«Prismacolor no 325»: vie de quartier

Sur la jaquette de Prismacolor no 325, de Lyne Richard, peintre, poète, nouvelliste et romancière, apparaît le mot « nouvelles ». Et pourtant, plus on plonge dans ce recueil de brèves nouvelles, plus on déambule en compagnie de différents narrateurs dans le quartier Saint-Sauveur, et plus on a l’impression de se retrouver dans une chronique impressionniste ou un roman choral fragmenté.
De fait, il y a une telle unité de ton qui rassemble tous les récits et une telle mélancolie qui émane d’une histoire à l’autre que les personnages, sexes, statuts sociaux et générations confondus, paraissent former une grande famille élargie.

Cet esprit de quartier qui règne dans Prismacolor no 325 sera amplifié par l’apparition de personnages récurrents. Tel le petit Mathias, qui, avec son père Francis, met sur pied une librairie à la mémoire de sa mère Justine (« La petite librairie gratuite »). La librairie Chez Justine deviendra pour ainsi dire le cœur battant du recueil et du quartier.
Amélia, narratrice de la première nouvelle (« Prismacolor no 325 »), celle qui survit au suicide de sa mère (« J’ai opposé à ses blessures un regard plein de désirs ardents, une envie de vivre qui rugit à n’en plus finir »), s’y rendra et apportera ainsi une touche fantastique au récit.

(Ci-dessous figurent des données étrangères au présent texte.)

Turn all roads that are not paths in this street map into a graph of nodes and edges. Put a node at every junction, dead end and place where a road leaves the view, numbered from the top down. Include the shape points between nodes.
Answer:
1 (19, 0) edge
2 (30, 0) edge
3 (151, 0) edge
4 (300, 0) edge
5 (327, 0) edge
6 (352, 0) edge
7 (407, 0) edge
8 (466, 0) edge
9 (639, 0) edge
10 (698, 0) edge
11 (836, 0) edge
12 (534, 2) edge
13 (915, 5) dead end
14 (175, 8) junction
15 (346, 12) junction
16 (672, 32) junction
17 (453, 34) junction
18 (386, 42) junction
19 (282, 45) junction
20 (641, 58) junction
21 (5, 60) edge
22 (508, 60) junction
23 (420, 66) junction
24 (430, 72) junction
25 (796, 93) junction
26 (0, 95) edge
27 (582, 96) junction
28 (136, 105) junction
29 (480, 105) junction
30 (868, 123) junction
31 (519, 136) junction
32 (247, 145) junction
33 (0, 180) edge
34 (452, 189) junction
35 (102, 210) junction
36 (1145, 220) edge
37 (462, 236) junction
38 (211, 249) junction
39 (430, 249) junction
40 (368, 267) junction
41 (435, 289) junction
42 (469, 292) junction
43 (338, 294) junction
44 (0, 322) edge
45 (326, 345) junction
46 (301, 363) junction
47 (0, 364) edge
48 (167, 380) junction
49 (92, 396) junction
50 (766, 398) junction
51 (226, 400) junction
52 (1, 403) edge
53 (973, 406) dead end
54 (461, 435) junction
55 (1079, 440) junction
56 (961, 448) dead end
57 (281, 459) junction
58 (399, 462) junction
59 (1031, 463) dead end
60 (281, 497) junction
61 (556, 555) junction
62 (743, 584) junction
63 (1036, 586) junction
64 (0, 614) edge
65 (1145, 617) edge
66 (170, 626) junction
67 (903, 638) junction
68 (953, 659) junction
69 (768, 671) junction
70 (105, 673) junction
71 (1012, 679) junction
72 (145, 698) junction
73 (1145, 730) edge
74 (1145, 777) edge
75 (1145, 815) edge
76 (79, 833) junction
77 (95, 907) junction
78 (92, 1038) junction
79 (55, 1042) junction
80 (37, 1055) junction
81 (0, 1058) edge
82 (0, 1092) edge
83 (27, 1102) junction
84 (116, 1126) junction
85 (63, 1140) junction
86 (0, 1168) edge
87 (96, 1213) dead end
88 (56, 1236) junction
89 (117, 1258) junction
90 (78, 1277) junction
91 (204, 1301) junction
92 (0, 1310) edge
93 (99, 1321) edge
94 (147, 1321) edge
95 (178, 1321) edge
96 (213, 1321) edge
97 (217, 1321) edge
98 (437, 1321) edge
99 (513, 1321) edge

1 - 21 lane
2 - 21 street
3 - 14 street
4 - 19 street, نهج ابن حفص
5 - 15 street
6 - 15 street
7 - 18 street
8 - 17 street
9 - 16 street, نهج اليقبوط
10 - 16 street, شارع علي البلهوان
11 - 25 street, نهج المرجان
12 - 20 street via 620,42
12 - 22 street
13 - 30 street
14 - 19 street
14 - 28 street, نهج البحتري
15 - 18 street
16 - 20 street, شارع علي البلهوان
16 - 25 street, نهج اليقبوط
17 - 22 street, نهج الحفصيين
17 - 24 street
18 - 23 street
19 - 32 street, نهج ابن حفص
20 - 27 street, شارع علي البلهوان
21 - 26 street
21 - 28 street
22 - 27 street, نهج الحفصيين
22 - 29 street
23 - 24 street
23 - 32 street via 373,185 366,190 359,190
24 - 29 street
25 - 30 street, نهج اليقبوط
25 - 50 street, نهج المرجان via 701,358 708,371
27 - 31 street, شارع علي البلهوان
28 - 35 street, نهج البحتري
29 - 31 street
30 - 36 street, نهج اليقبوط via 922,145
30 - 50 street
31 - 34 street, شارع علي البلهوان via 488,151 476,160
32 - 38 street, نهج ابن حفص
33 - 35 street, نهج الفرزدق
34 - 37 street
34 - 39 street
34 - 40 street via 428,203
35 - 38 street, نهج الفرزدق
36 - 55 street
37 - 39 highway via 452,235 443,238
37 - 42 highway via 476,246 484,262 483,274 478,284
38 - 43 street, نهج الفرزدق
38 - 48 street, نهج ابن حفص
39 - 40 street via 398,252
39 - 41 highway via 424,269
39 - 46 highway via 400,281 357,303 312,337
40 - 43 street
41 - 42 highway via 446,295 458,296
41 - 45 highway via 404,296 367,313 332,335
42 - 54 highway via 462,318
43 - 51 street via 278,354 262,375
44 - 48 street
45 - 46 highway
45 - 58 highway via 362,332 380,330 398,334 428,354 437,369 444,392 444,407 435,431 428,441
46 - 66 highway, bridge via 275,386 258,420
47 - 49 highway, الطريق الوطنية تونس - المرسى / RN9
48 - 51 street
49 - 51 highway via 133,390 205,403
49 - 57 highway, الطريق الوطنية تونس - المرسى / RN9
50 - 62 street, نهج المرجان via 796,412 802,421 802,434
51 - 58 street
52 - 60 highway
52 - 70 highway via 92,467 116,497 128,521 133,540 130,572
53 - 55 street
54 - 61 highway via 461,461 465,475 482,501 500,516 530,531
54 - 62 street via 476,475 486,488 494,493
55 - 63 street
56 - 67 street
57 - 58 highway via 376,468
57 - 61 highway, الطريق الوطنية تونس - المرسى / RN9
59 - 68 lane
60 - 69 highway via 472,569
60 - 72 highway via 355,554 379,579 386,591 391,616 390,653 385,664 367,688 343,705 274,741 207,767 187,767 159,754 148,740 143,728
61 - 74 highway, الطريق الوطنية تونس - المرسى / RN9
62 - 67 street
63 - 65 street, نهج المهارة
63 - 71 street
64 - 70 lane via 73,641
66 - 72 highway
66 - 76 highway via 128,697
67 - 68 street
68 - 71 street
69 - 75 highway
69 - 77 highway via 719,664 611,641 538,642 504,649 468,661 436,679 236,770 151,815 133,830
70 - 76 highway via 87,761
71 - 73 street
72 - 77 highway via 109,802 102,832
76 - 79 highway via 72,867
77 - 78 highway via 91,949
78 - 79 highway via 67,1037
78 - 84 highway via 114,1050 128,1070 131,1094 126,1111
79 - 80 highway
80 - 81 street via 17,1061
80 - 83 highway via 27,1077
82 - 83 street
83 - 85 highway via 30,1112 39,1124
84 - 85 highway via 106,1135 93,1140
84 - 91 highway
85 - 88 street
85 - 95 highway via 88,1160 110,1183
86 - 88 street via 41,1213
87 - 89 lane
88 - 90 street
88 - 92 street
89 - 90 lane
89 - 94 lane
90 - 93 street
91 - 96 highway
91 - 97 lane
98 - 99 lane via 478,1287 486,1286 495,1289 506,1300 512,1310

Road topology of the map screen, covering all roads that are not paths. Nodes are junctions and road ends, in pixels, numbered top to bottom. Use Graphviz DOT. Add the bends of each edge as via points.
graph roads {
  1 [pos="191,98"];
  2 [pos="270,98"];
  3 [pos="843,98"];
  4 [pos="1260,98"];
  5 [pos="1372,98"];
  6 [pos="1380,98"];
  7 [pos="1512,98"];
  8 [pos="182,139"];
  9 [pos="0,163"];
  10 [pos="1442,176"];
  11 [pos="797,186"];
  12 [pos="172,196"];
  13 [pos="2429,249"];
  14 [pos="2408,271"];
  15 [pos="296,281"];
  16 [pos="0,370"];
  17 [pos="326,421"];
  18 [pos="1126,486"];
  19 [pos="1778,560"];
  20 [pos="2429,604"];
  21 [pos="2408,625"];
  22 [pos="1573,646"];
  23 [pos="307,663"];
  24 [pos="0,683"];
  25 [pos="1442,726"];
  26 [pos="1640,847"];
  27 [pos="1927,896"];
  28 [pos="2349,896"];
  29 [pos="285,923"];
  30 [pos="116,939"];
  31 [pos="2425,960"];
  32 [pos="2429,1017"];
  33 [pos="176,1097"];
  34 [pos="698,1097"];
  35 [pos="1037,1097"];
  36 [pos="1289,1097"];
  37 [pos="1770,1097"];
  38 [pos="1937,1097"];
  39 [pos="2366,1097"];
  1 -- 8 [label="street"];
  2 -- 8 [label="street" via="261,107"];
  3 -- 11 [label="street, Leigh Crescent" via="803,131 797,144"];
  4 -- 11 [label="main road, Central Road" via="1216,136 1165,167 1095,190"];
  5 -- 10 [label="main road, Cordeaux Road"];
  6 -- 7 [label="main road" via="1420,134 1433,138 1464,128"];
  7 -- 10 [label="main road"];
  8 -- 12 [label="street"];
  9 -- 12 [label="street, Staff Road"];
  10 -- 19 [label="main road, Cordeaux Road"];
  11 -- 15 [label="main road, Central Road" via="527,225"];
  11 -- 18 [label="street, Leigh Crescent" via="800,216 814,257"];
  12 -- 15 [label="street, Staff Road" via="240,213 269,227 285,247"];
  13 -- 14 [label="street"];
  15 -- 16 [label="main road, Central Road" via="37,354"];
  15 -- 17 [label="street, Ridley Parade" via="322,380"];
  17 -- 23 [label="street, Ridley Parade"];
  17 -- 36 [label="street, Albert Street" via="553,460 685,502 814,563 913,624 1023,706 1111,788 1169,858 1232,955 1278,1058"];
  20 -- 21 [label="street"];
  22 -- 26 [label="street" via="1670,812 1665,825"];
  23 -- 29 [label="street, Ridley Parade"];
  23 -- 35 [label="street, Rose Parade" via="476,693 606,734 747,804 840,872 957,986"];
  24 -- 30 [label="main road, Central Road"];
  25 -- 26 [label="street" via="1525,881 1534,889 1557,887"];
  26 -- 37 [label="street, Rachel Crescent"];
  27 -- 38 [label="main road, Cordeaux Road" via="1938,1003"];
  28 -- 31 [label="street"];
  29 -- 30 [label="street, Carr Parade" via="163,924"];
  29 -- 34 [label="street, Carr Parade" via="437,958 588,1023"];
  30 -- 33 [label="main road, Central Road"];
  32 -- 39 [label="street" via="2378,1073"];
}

Dans « L’odeur des roses », ce sera au tour d’Anna, victime de violence conjugale, de trouver réconfort auprès de Mathias et de ses rescapés de la vie. « Le livre a un pouvoir de consolation. Je l’ai compris récemment quand Mathias m’a ordonné d’en lire quelques-uns », lui confiera Horace, ancien psychologue.
Plus loin, la narratrice de « Bois de santal, musc et patchouli » lit un livre emprunté à Mathias au moment d’apercevoir l’amour de sa jeunesse… celui qu’elle a rencontré à 12 ans, quelque 50 ans plus tôt, dans « Sur les chansons de Dalida ».
Certes, il y a des histoires d’amour et de désir, entre gens âgés (« Un amour aussi nu » et « La boue aura un goût de fruits ») ou entre amis (« Un autre cœur »), mais il y a surtout des histoires de mort. Avec du sang. Beaucoup de sang. D’où l’omniprésence du rouge. Et pas n’importe lequel, le Prismacolor no 325, « la plus belle couleur parce que c’était la couleur du sang », confiera Amélia, qui n’a pas peur du sang, à Mathias.
Revisitant ses thèmes de prédilection, Lyne Richard raconte le désarroi et la perte d’innocence d’enfants mal aimés par leur mère : « La mienne, quand le médecin a sectionné notre cordon, elle a laissé tomber l’amour en même temps dans le bac stérilisé » (« Des étreintes d’oiseaux »). Dépressives, suicidaires, meurtrières, les figures maternelles qui hantent les pages du recueil jettent un voile sombre au-dessus de Saint-Sauveur, quartier de tous les malheurs.
Les drames familiaux s’accumulent tant et si bien qu’ils finissent par se ressembler, par devenir le pâle écho des précédents. Dans la dernière nouvelle, l’autrice abandonne tout de même ses personnages sur une note d’espoir alors qu’Ève, peintre, rappelle au jeune Mathias que « le rouge, c’est la vie ».